1847665 Members
3330 Online
110265 Solutions
New Discussion

LVM errors in the syslog

 
SOLVED
Go to solution
Aziz Zouagui
Frequent Advisor

LVM errors in the syslog

 
10 REPLIES 10
Helen French
Honored Contributor

Re: LVM errors in the syslog

One quick look: DO you have all latest patches applied on the system? If not I would suggest you to load all SCSI, LVM and hardware patches soon.
Life is a promise, fulfill it!
Dario_1
Trusted Contributor

Re: LVM errors in the syslog

Hi!

Another things to check are:

ioscan -fnC disk

and make sure all the disks are CLAIMED.

Then pvdisplay /dev/dsk/cXtXdX on the disks that are giving you errors. You will get an output like this:

--- Physical volumes ---
PV Name /dev/dsk/c4t0d0
VG Name /dev/vgu01
PV Status unavailable
Allocatable yes
VGDA 2
Cur LV 1
PE Size (Mbytes) 4
Total PE 4340
Free PE 2840
Allocated PE 1500
Stale PE 0
IO Timeout (Seconds) 180
Autoswitch On


Make sure IO Timeout is set to something other than default, I will say 180.

To change that:

pvchange -t 180 /dev/dsk/cXtXdX

If this does not fix the problem, contact HP and have the check the SCSI cable, SCSI controller and the disk(s)

Regards,

DR
Steven E. Protter
Exalted Contributor

Re: LVM errors in the syslog

Three ways to get an lbolt, that I know of.

1) Swap out a hot swappable drive while the system is running. No problem, the message will go away next system boot.

2) Timeout issues on a stressed box with load balancing issues and heavy i/o

3) Bad disk, or scsi card or drive cage or cable.

95% of the time in my experience, its #3 and you need the machine serviced.

Take good backups and get someone on site.

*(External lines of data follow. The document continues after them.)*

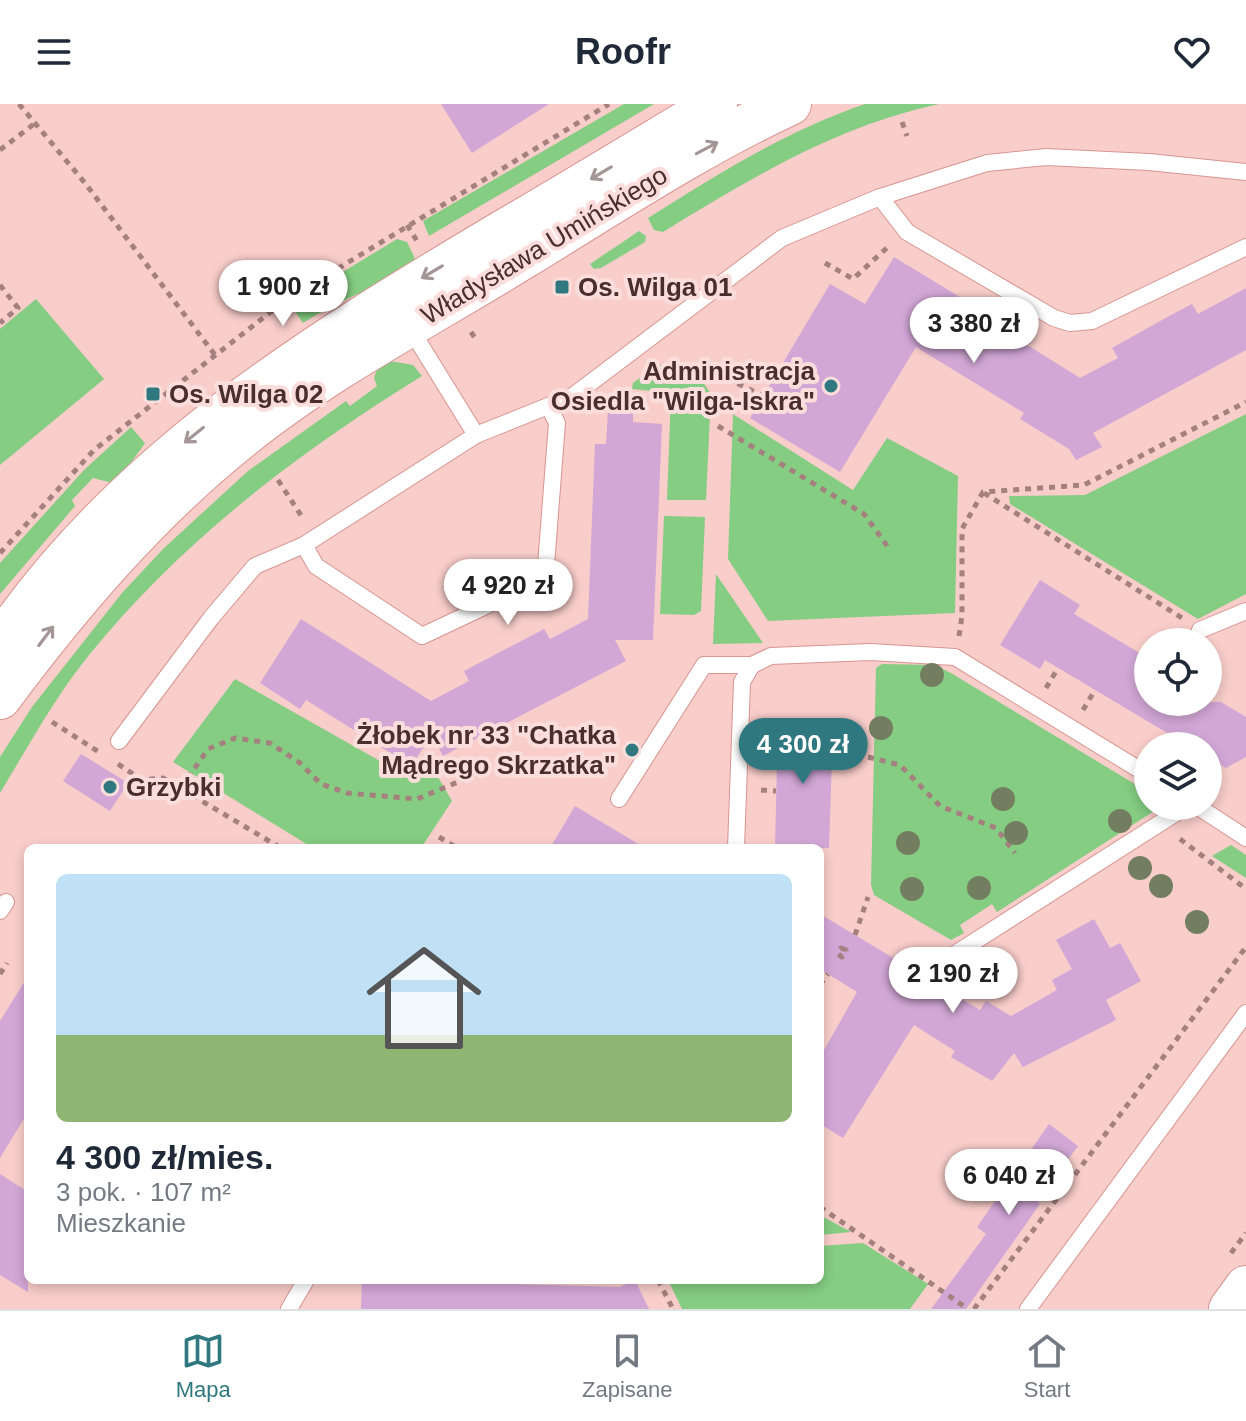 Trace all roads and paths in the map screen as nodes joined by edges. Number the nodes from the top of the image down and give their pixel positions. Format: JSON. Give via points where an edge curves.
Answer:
{"nodes":[{"id":1,"x":19,"y":104,"type":"edge"},
{"id":2,"x":609,"y":104,"type":"edge"},
{"id":3,"x":716,"y":104,"type":"edge"},
{"id":4,"x":790,"y":104,"type":"edge"},
{"id":5,"x":902,"y":122,"type":"dead end"},
{"id":6,"x":34,"y":123,"type":"junction"},
{"id":7,"x":907,"y":136,"type":"dead end"},
{"id":8,"x":0,"y":150,"type":"edge"},
{"id":9,"x":1246,"y":172,"type":"edge"},
{"id":10,"x":880,"y":197,"type":"junction"},
{"id":11,"x":896,"y":240,"type":"dead end"},
{"id":12,"x":1246,"y":247,"type":"edge"},
{"id":13,"x":825,"y":263,"type":"dead end"},
{"id":14,"x":0,"y":285,"type":"edge"},
{"id":15,"x":0,"y":323,"type":"edge"},
{"id":16,"x":409,"y":326,"type":"junction"},
{"id":17,"x":215,"y":355,"type":"junction"},
{"id":18,"x":716,"y":373,"type":"dead end"},
{"id":19,"x":763,"y":396,"type":"dead end"},
{"id":20,"x":1246,"y":402,"type":"edge"},
{"id":21,"x":549,"y":407,"type":"junction"},
{"id":22,"x":718,"y":426,"type":"dead end"},
{"id":23,"x":476,"y":435,"type":"junction"},
{"id":24,"x":278,"y":480,"type":"dead end"},
{"id":25,"x":983,"y":492,"type":"junction"},
{"id":26,"x":296,"y":507,"type":"dead end"},
{"id":27,"x":304,"y":545,"type":"junction"},
{"id":28,"x":888,"y":547,"type":"dead end"},
{"id":29,"x":0,"y":553,"type":"edge"},
{"id":30,"x":1246,"y":611,"type":"edge"},
{"id":31,"x":1197,"y":628,"type":"edge"},
{"id":32,"x":1205,"y":628,"type":"edge"},
{"id":33,"x":0,"y":644,"type":"edge"},
{"id":34,"x":955,"y":657,"type":"junction"},
{"id":35,"x":752,"y":665,"type":"junction"},
{"id":36,"x":1058,"y":668,"type":"dead end"},
{"id":37,"x":1095,"y":690,"type":"dead end"},
{"id":38,"x":1042,"y":695,"type":"dead end"},
{"id":39,"x":0,"y":698,"type":"edge"},
{"id":40,"x":1078,"y":717,"type":"dead end"},
{"id":41,"x":52,"y":722,"type":"dead end"},
{"id":42,"x":119,"y":741,"type":"dead end"},
{"id":43,"x":104,"y":755,"type":"dead end"},
{"id":44,"x":868,"y":757,"type":"dead end"},
{"id":45,"x":117,"y":763,"type":"dead end"},
{"id":46,"x":1134,"y":766,"type":"edge"},
{"id":47,"x":477,"y":774,"type":"dead end"},
{"id":48,"x":181,"y":788,"type":"junction"},
{"id":49,"x":619,"y":799,"type":"dead end"},
{"id":50,"x":1165,"y":820,"type":"edge"},
{"id":51,"x":1218,"y":820,"type":"edge"},
{"id":52,"x":1159,"y":824,"type":"junction"},
{"id":53,"x":439,"y":837,"type":"dead end"},
{"id":54,"x":1246,"y":838,"type":"edge"},
{"id":55,"x":274,"y":844,"type":"edge"},
{"id":56,"x":450,"y":844,"type":"edge"},
{"id":57,"x":736,"y":844,"type":"edge"},
{"id":58,"x":1015,"y":853,"type":"dead end"},
{"id":59,"x":1246,"y":889,"type":"edge"},
{"id":60,"x":868,"y":897,"type":"dead end"},
{"id":61,"x":855,"y":935,"type":"dead end"},
{"id":62,"x":1246,"y":947,"type":"edge"},
{"id":63,"x":958,"y":952,"type":"dead end"},
{"id":64,"x":7,"y":963,"type":"dead end"},
{"id":65,"x":0,"y":974,"type":"edge"},
{"id":66,"x":828,"y":974,"type":"dead end"},
{"id":67,"x":824,"y":980,"type":"edge"},
{"id":68,"x":1246,"y":1013,"type":"edge"},
{"id":69,"x":824,"y":1210,"type":"edge"},
{"id":70,"x":304,"y":1284,"type":"edge"},
{"id":71,"x":660,"y":1284,"type":"edge"},
{"id":72,"x":1246,"y":1287,"type":"edge"},
{"id":73,"x":289,"y":1309,"type":"edge"},
{"id":74,"x":673,"y":1309,"type":"edge"},
{"id":75,"x":971,"y":1309,"type":"edge"},
{"id":76,"x":1028,"y":1309,"type":"edge"},
{"id":77,"x":1230,"y":1309,"type":"edge"}],
"edges":[{"from":1,"to":6,"type":"path"},
{"from":2,"to":17,"type":"path","via":[[286,300]]},
{"from":3,"to":33,"type":"street","name":"Władysława Umińskiego","one_way":true,"via":[[357,318],[243,397],[122,500],[26,606]]},
{"from":16,"to":4,"type":"street","name":"Władysława Umińskiego","one_way":true,"via":[[692,156]]},
{"from":5,"to":7,"type":"path"},
{"from":6,"to":8,"type":"path"},
{"from":6,"to":17,"type":"path"},
{"from":9,"to":10,"type":"lane","via":[[1046,157],[987,163]]},
{"from":10,"to":12,"type":"lane","via":[[907,232],[1070,323],[1092,321]]},
{"from":10,"to":21,"type":"lane","via":[[782,238],[586,388]]},
{"from":11,"to":13,"type":"path","via":[[853,279]]},
{"from":14,"to":15,"type":"path","via":[[18,308]]},
{"from":16,"to":23,"type":"lane"},
{"from":39,"to":16,"type":"street","name":"Władysława Umińskiego","one_way":true,"via":[[54,625],[143,528],[242,437]]},
{"from":17,"to":29,"type":"path","via":[[94,450]]},
{"from":18,"to":19,"type":"path"},
{"from":20,"to":25,"type":"path","via":[[1084,485]]},
{"from":21,"to":23,"type":"lane"},
{"from":21,"to":27,"type":"lane","via":[[557,423],[545,578],[422,636],[316,566]]},
{"from":22,"to":28,"type":"path","via":[[864,514]]},
{"from":23,"to":27,"type":"lane"},
{"from":24,"to":26,"type":"path"},
{"from":25,"to":31,"type":"path"},
{"from":25,"to":34,"type":"path","via":[[962,529],[962,616]]},
{"from":27,"to":42,"type":"lane","via":[[255,566]]},
{"from":30,"to":32,"type":"lane"},
{"from":34,"to":35,"type":"lane","via":[[792,655],[771,656]]},
{"from":34,"to":46,"type":"lane"},
{"from":35,"to":49,"type":"lane","via":[[704,665]]},
{"from":35,"to":57,"type":"lane","via":[[742,682]]},
{"from":36,"to":38,"type":"path"},
{"from":37,"to":40,"type":"path"},
{"from":41,"to":43,"type":"path"},
{"from":44,"to":58,"type":"path","via":[[900,765],[940,806],[996,828]]},
{"from":45,"to":48,"type":"path","via":[[142,780],[163,778]]},
{"from":47,"to":48,"type":"path","via":[[417,799],[347,793],[321,784],[285,751],[235,738],[208,749]]},
{"from":48,"to":55,"type":"path"},
{"from":50,"to":52,"type":"lane"},
{"from":51,"to":54,"type":"lane"},
{"from":52,"to":59,"type":"path"},
{"from":52,"to":63,"type":"lane"},
{"from":53,"to":56,"type":"path"},
{"from":60,"to":61,"type":"path"},
{"from":62,"to":75,"type":"path"},
{"from":64,"to":65,"type":"path"},
{"from":66,"to":67,"type":"path"},
{"from":68,"to":76,"type":"lane"},
{"from":69,"to":75,"type":"path"},
{"from":70,"to":73,"type":"lane"},
{"from":71,"to":74,"type":"path"},
{"from":72,"to":77,"type":"street"}]} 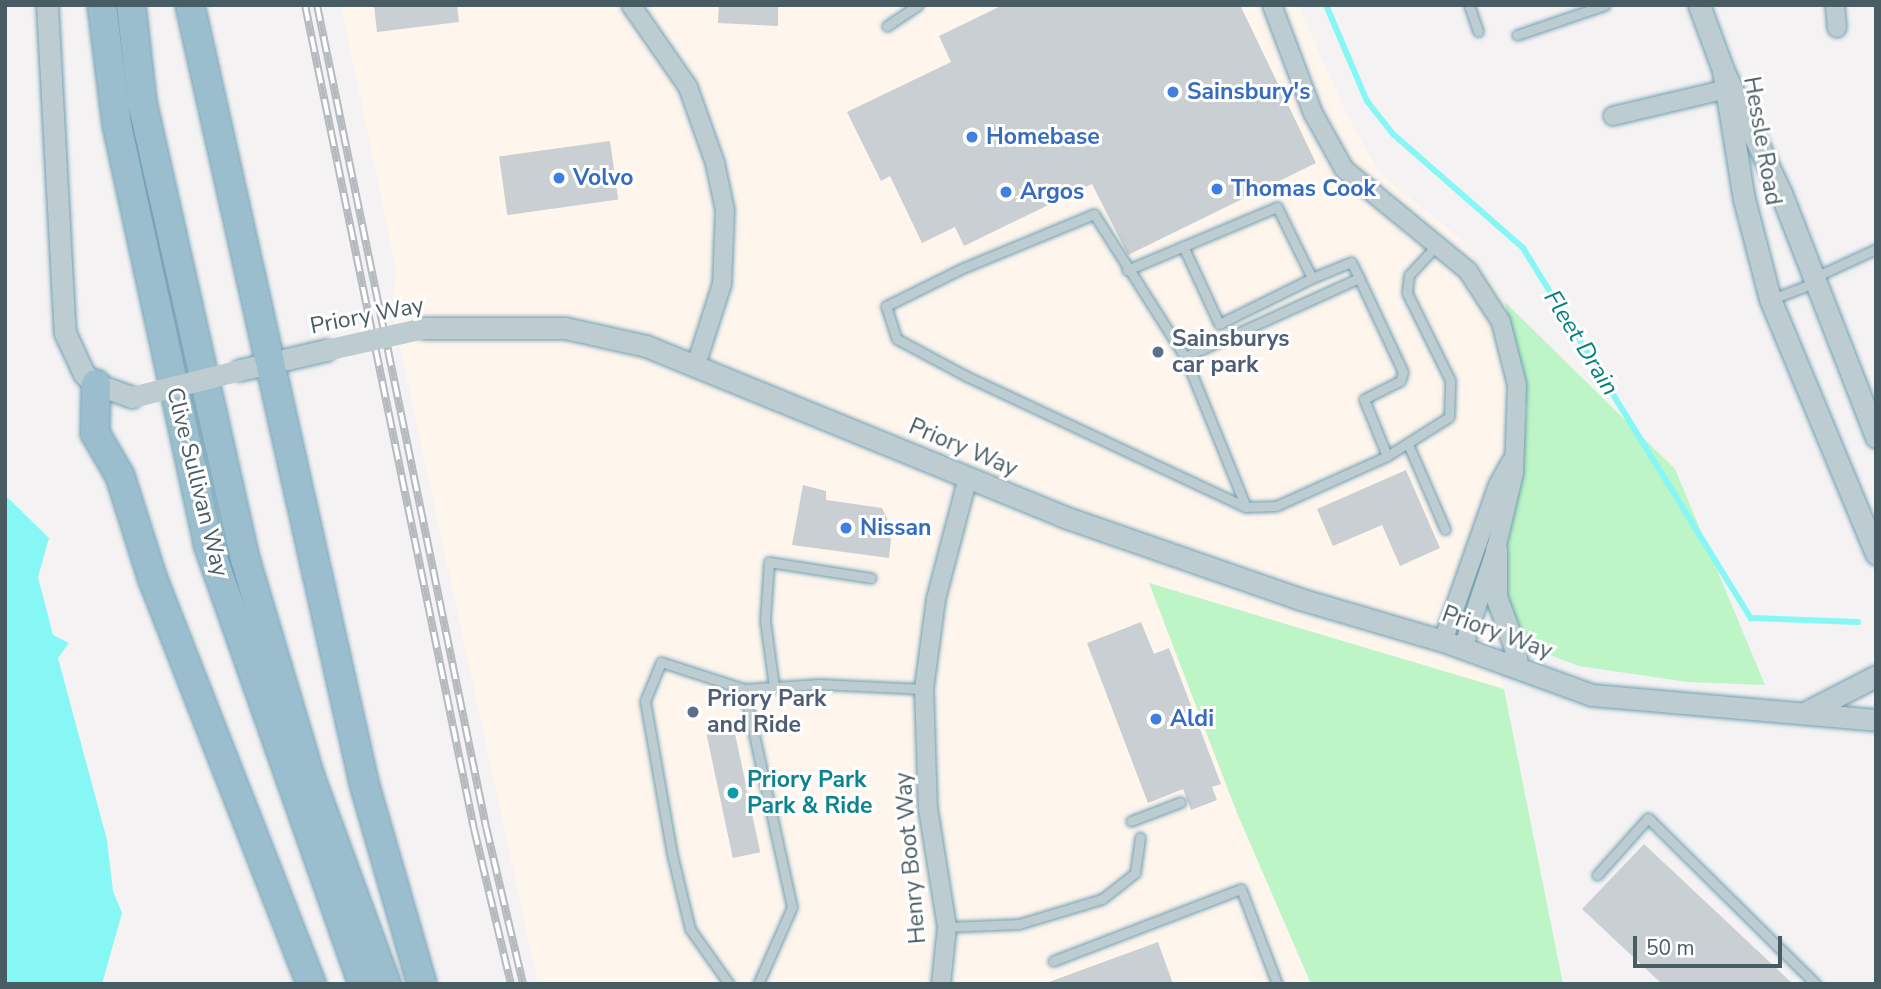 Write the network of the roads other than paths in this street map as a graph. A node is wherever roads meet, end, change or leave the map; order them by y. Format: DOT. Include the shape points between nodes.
graph roads {
  1 [pos="47,5"];
  2 [pos="102,5"];
  3 [pos="131,5"];
  4 [pos="190,5"];
  5 [pos="631,5"];
  6 [pos="918,5"];
  7 [pos="1272,5"];
  8 [pos="1469,5"];
  9 [pos="1605,5"];
  10 [pos="1699,5"];
  11 [pos="1835,5"];
  12 [pos="887,26"];
  13 [pos="1838,27"];
  14 [pos="1478,32"];
  15 [pos="1517,35"];
  16 [pos="1723,80"];
  17 [pos="1613,116"];
  18 [pos="1438,243"];
  19 [pos="1183,246"];
  20 [pos="1876,249"];
  21 [pos="1127,271"];
  22 [pos="1311,278"];
  23 [pos="1359,278"];
  24 [pos="1815,280"];
  25 [pos="1770,299"];
  26 [pos="1185,357"];
  27 [pos="270,363"];
  28 [pos="696,365"];
  29 [pos="96,384"];
  30 [pos="1874,429"];
  31 [pos="1408,444"];
  32 [pos="1387,456"];
  33 [pos="1511,462"];
  34 [pos="967,481"];
  35 [pos="1245,507"];
  36 [pos="1445,529"];
  37 [pos="1496,549"];
  38 [pos="1876,554"];
  39 [pos="871,578"];
  40 [pos="1453,645"];
  41 [pos="1517,667"];
  42 [pos="1876,676"];
  43 [pos="774,687"];
  44 [pos="744,689"];
  45 [pos="924,689"];
  46 [pos="1808,711"];
  47 [pos="1876,720"];
  48 [pos="1181,802"];
  49 [pos="1131,821"];
  50 [pos="1140,837"];
  51 [pos="1597,875"];
  52 [pos="947,928"];
  53 [pos="1052,961"];
  54 [pos="312,984"];
  55 [pos="363,984"];
  56 [pos="386,984"];
  57 [pos="422,984"];
  58 [pos="729,984"];
  59 [pos="758,984"];
  60 [pos="941,984"];
  61 [pos="1277,984"];
  62 [pos="1816,984"];
  1 -- 29 [label="street" via="65,333 74,356"];
  2 -- 55 [label="highway, Clive Sullivan Way" via="117,125 208,544"];
  3 -- 56 [label="highway, Clive Sullivan Way" via="142,102 245,559 310,777"];
  4 -- 27 [label="highway"];
  5 -- 28 [label="street" via="688,87 715,163 725,210 722,284"];
  6 -- 12 [label="lane"];
  7 -- 18 [label="street" via="1313,113 1344,169"];
  8 -- 14 [label="lane"];
  9 -- 15 [label="lane"];
  10 -- 16 [label="street"];
  11 -- 13 [label="street"];
  16 -- 17 [label="street"];
  16 -- 24 [label="street, Hessle Road" via="1781,193"];
  16 -- 25 [label="street, Hessle Road" via="1744,199"];
  18 -- 31 [label="lane" via="1417,262 1409,275 1407,293 1450,380 1453,401 1449,417"];
  18 -- 33 [label="street" via="1468,271 1502,322 1517,385"];
  19 -- 21 [label="lane"];
  19 -- 22 [label="lane" via="1277,207"];
  19 -- 22 [label="lane" via="1219,324"];
  20 -- 24 [label="lane"];
  21 -- 26 [label="lane"];
  21 -- 35 [label="lane" via="1094,214 962,268 886,306 897,339"];
  22 -- 23 [label="lane" via="1343,262 1351,262"];
  23 -- 26 [label="lane"];
  23 -- 32 [label="lane" via="1403,372 1400,382 1364,399"];
  24 -- 25 [label="lane"];
  24 -- 30 [label="street, Hessle Road"];
  25 -- 38 [label="street, Hessle Road"];
  26 -- 35 [label="lane"];
  27 -- 28 [label="street, Priory Way, bridge" via="424,328 565,328 646,346"];
  27 -- 29 [label="street, Priory Way, bridge" via="132,397"];
  27 -- 57 [label="highway" via="364,783"];
  28 -- 34 [label="street, Priory Way"];
  29 -- 54 [label="highway" via="95,433 120,476 153,580"];
  31 -- 32 [label="lane"];
  31 -- 36 [label="lane"];
  32 -- 35 [label="lane" via="1276,506"];
  33 -- 37 [label="street" via="1513,480"];
  33 -- 40 [label="street" via="1498,485"];
  34 -- 40 [label="street, Priory Way" via="1300,599"];
  34 -- 45 [label="street, Henry Boot Way" via="936,599"];
  37 -- 40 [label="street"];
  37 -- 41 [label="street" via="1496,596 1516,648"];
  39 -- 43 [label="lane" via="769,562 765,620"];
  40 -- 41 [label="street, Priory Way"];
  41 -- 46 [label="street, Priory Way" via="1592,695"];
  42 -- 46 [label="street"];
  43 -- 44 [label="lane"];
  43 -- 45 [label="lane" via="819,684"];
  44 -- 58 [label="lane" via="661,662 645,701 690,929"];
  44 -- 59 [label="lane" via="792,907"];
  45 -- 52 [label="street, Henry Boot Way" via="928,809"];
  46 -- 47 [label="street, Priory Way"];
  48 -- 49 [label="lane"];
  50 -- 52 [label="lane" via="1135,873 1102,899 1020,924"];
  51 -- 62 [label="lane" via="1648,818"];
  52 -- 60 [label="street, Henry Boot Way"];
  53 -- 61 [label="lane" via="1241,889"];
} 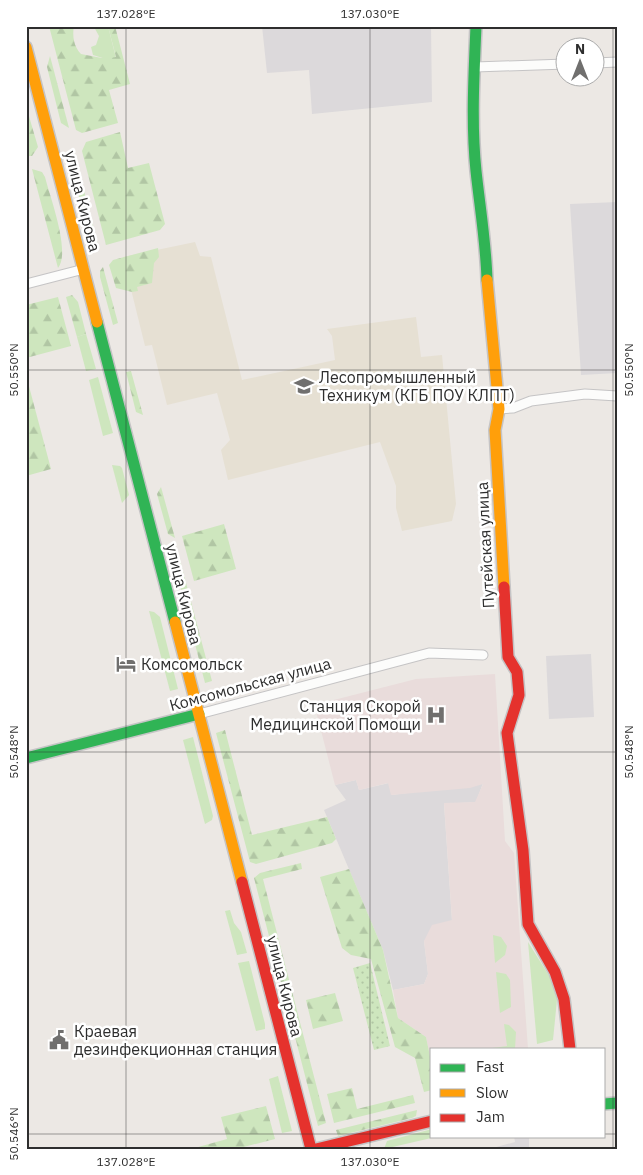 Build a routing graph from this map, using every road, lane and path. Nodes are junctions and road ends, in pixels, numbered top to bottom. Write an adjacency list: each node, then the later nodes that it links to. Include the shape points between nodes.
1 (476, 26): 4 (street, Путейская улица)
2 (26, 47): 5 (street, улица Кирова)
3 (556, 64): 4 (street)
4 (475, 67): 8 (street, Путейская улица, via 476,170 486,241)
5 (84, 269): 6 (street); 10 (street, улица Кирова)
6 (26, 284)
7 (617, 396): 8 (street, via 585,394 530,401 513,408)
8 (499, 409): 12 (street, Путейская улица, via 495,430 508,657 517,672 519,695 507,733 523,850 528,924 555,972 564,999)
9 (483, 655): 10 (street, Комсомольская улица, via 429,653)
10 (199, 714): 11 (street, Комсомольская улица); 14 (street, улица Кирова)
11 (26, 758)
12 (570, 1048)
13 (430, 1122): 15 (street)
14 (311, 1149)
15 (316, 1149)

The prior suggestions in this thread are also excellent ideas.

SEP
Steven E Protter
Owner of ISN Corporation
http://isnamerica.com
http://hpuxconsulting.com
Sponsor: http://hpux.ws
Twitter: http://twitter.com/hpuxlinux
Founder http://newdatacloud.com
A. Clay Stephenson
Acclaimed Contributor

Re: LVM errors in the syslog

The one thing that I notice is that all the failovers occur from c3 to c4. I would change the primary path for your PV's to use c4 (probably controller Y) and alternate c3 (probably controller X). If the problems disappear then you have a bad host SCSI controller, possibly a bad 12H controller, or cabling problems. A very common cause of exactly your problem is termination. Have you checked the termination on the host SCSI cards? Also, is at least one device on each bus supplying termination power. Come cards have fused termination power; if the fuse blows (and this is the only source of termination power) you are not terminated eventhough the terminators themselves might be perfect.
Surprising, in many cases, even completely unterminated SCSI buses (or terminated on only one end) will work almost perfectly and thus be a very difficult problem to isolate and track down.


It would also help to decode the IO addresses and determine if all your problems are tied to one 12H.

If it ain't broke, I can fix that.
A. Clay Stephenson
Acclaimed Contributor

Re: LVM errors in the syslog

The one thing that I notice is that all the failovers occur from c3 to c4. I would change the primary path for your PV's to use c4 (probably controller Y) and alternate c3 (probably controller X). If the problems disappear then you have a bad host SCSI controller, possibly a bad 12H controller, or cabling problems. A very common cause of exactly your problem is termination. Have you checked the termination on the host SCSI cards? Also, is at least one device on each bus supplying termination power. Come cards have fused termination power; if the fuse blows (and this is the only source of termination power) you are not terminated eventhough the terminators themselves might be perfect.
Surprisingly, in many cases, even completely unterminated SCSI buses (or terminated on only one end) will work almost perfectly and thus be a very difficult problem to isolate and track down.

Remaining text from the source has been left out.